ERIC Number: ED321159
Record Type: RIE
Publication Date: 1989
Teenagers Whose Moms Worked: Did It Make a Difference?
Knoblach, Robin; Chambliss, Catherine
One of the fastest growing social and economic trends in the latter half of this century has been the entry of women into the labor force, especially women with children. How a mother's working outside the home affects her children is far from clear. This study examined the relationship between maternal employment status and sex-role concept, autonomy, and locus of control in early adolescence. Level of maternal education and type of maternal occupation were examined as two components of socioeconomic status which may have some bearing on adolescent outcomes.
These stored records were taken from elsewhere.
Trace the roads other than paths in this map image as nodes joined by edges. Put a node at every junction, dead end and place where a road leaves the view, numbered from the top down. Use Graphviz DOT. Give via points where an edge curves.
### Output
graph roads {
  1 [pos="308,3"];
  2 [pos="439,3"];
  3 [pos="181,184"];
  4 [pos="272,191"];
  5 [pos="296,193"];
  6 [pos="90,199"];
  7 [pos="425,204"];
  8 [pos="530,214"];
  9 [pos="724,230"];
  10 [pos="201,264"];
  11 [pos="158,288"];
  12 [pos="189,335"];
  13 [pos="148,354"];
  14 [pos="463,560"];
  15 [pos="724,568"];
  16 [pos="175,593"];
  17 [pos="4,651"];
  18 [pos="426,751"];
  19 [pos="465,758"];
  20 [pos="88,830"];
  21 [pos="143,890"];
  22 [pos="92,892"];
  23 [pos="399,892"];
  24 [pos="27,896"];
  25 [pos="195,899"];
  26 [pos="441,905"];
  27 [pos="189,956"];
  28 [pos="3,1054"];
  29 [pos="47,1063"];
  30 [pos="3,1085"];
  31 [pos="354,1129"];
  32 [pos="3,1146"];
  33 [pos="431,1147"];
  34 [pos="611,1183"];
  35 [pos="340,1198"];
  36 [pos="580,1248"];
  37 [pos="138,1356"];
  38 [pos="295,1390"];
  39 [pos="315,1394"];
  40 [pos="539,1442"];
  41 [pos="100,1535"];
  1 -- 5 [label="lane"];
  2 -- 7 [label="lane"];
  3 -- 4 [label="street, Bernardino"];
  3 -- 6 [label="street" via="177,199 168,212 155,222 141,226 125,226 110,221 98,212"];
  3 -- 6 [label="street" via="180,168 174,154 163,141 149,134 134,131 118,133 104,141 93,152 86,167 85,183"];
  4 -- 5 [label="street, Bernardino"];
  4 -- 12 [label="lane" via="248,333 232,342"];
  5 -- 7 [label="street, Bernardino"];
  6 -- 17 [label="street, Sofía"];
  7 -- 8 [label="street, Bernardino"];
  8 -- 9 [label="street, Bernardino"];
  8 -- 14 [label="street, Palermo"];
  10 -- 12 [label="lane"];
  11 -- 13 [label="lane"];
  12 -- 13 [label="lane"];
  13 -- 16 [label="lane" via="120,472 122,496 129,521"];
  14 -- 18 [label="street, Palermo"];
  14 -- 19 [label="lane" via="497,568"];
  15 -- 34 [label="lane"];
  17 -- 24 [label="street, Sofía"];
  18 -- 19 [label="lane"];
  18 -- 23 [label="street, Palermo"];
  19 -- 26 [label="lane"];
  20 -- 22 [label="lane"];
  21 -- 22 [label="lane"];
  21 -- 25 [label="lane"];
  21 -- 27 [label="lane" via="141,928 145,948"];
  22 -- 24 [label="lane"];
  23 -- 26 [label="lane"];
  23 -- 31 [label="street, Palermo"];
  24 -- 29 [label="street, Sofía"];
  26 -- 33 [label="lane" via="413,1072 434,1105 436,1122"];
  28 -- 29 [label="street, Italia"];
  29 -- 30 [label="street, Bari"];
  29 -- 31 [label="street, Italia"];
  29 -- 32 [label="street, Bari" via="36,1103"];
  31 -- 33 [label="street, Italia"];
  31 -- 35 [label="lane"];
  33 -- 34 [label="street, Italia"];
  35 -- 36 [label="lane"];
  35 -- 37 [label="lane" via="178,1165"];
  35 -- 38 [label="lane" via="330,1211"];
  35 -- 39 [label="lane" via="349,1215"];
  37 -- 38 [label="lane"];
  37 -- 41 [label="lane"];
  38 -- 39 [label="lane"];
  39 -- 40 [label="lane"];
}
The effect of maternal employment was studied in terms of the child's age when the mother first entered the work force. Subjects (N=81) were eighth grade students grouped in four social studies classes according to academic level. A questionnaire measured sex-role orientation, autonomy, locus of control, and demographic factors. Results failed to reveal many clear patterns of effects from maternal employment variables. Correlations between maternal and child variables differed for boys and girls. Mothers who enjoyed their jobs were more likely to have daughters who held less stereotyped sex-role attitudes. High level of maternal education was positively correlated with daughter's autonomy scores, but not son's. For boys, internality was associated with higher academic level. For girls, an association was revealed between high level of maternal education and internality. (ABL)
Publication Type: Reports - Research; Speeches/Meeting Papers
Education Level: N/A
Authoring Institution: N/A
Note: Paper presented at the Annual Eastern Symposium on Building Family Strengths (3rd, University Park, PA, March 23-25, 1987).